The court held further that, the fact that the 2nd Defendant is the 1st Defendant’s wife does not amount to a conspiracy or abetment of an offence. All the eight counts alleged that the Defendants were leaders of IMN; however, none of the Prosecution witnesses testified that the 2nd Defendant is the leader, or a leader of IMN. The evidence against the 2nd Defendant, therefore, did not disclose the commission of the offences alleged against her, to require any explanation from her.

On the Charge of criminal conspiracy against the 1st Defendant, His Lordship found that although conspiracy may be a matter of inference from the evidence before the court, there must however, be evidence of certain criminal acts of the parties charged, done in pursuance of an apparent criminal purpose, from which the court can make its inference – GODWIN DABO & ANOR v THE STATE (1977) ALL NLR 146. No prima facie case for the offence of conspiracy had been disclosed against the 1st Defendant, as there was no evidence before the court or circumstances from which the court could infer that the 1st Defendant engaged in an agreement with other members of IMN to commit the offences.

On the 2nd, 3rd, 4th, 5th, 7th and 8th counts which bordered on abetment of the commission of several offences, the court held that the act abetted must have been committed in pursuance of the abetment, in order to constitute an offence punishable under the section. If an act has not been committed or proved to have been committed, it follows that it could not have been abetted. In the instant case, however, there is absolutely no evidence of any act of encouragement by the Defendants on 12/12/2015 to the “other members of the sect” the Defendants are alleged to have abetted to commit the alleged offences, as alleged in the Charge.

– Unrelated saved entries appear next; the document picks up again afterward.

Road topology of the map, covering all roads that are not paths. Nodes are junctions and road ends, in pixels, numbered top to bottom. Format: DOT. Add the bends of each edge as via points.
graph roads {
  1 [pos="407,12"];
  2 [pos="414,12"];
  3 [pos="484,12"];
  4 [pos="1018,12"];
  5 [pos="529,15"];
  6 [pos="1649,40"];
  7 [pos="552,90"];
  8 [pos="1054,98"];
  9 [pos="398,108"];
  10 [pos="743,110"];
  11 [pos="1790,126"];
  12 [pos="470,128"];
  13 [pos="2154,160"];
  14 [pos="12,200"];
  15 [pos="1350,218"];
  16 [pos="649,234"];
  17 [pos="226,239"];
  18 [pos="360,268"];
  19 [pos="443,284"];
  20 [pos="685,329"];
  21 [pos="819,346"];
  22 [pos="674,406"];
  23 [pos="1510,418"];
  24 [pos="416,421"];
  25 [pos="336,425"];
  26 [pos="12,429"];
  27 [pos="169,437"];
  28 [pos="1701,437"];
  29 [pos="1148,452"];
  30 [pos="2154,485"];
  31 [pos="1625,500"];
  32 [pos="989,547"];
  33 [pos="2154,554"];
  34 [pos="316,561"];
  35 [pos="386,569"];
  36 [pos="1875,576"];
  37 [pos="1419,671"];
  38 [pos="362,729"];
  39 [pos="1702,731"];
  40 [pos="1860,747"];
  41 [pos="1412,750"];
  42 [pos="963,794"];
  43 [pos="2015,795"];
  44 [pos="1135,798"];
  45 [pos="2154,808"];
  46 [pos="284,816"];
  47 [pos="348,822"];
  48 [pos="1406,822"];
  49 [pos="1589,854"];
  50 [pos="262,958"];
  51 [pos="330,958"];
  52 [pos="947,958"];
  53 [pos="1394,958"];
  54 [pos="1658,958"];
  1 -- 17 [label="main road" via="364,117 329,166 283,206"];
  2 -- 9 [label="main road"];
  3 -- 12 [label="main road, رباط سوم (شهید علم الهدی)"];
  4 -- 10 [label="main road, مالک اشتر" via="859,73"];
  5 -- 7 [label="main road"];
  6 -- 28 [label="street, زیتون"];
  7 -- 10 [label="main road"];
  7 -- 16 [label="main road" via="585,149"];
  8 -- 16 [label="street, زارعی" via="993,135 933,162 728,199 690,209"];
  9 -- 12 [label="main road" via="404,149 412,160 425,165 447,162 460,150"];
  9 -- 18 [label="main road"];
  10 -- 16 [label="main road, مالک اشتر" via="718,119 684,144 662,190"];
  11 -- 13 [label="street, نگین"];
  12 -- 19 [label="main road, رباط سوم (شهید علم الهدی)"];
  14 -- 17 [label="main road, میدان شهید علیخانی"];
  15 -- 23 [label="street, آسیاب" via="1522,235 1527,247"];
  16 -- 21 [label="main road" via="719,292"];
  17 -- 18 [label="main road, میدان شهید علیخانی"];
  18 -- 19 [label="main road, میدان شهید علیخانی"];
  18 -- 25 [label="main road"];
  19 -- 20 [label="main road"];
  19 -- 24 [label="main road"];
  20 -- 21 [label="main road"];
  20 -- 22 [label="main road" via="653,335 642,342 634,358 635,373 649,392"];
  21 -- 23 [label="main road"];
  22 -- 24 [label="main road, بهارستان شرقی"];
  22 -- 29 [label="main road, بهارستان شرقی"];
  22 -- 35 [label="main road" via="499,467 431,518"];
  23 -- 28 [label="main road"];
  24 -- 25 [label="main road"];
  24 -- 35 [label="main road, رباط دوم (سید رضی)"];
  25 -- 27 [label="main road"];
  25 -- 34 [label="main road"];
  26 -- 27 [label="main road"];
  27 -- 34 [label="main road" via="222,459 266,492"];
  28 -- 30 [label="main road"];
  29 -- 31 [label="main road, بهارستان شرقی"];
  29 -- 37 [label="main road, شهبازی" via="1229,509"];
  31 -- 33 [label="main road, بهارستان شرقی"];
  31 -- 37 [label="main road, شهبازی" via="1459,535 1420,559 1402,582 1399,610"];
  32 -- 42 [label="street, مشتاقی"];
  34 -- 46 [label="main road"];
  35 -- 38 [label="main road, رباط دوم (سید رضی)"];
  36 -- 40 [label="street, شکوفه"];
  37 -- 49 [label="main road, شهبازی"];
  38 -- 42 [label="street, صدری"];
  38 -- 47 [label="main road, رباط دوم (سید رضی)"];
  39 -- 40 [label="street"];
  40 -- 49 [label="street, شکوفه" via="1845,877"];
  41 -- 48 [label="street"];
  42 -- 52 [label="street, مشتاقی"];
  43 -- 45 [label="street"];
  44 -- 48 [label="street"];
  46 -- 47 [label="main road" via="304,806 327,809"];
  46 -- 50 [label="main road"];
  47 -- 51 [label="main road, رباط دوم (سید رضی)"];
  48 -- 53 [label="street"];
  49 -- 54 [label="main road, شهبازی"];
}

The court held further that the normal practice is for the person alleged to have abetted an act or omission, to be charged together in the same Charge with the person alleged to have been abetted to do the act. Both will then be before the court, or at least be given the opportunity to be in court and be heard when the case is heard. The court will then be clothed with jurisdiction to consider the evidence, and make findings and pronouncement as to whether the offence was actually committed. In the instant case, the identities of the other members of the sect they were said to have abetted were not disclosed in the Charge; they were not charged together with the Defendants, and there was no evidence that the acts of the other members of the sect which the Defendants were alleged to have abetted, were actually committed.

On the 6th count of promoting unlawful assembly by encouraging people to join the Islamic Movement in Nigeria which is not a registered organisation, the court held that there was no evidence of any identified person that the Defendants encouraged to join the organisation on 12/12/2015 at Zaria. Those alleged to have killed the said Cpl Dankaduna were not made parties to the Charge; therefore, the court lacked the jurisdiction to determine evidence given in their absence, and conclude that they actually killed the deceased. More so, by the evidence before the court, members of IMN had been charged in a separate Charge before the High Court, Bida Road for all the offences alleged in the instant case, including the killing of Cpl Dankaduna, but there was no evidence that the court found the offences to have been committed.

No Case Submission Upheld; Defendants Discharged.

Representation

D. Bayero, Director of Public Prosecutions Kaduna State, for the Prosecution.
Femi Falana, SAN with Marshali Abubakar for the 1st Defendant.
Edwin Inegedu Esq. for the 2nd Defendant.

Reported by Optimum Publishers Limited, Publishers of the Nigerian Monthly Law Reports (NMLR)(An affiliate of Babalakin & Co.)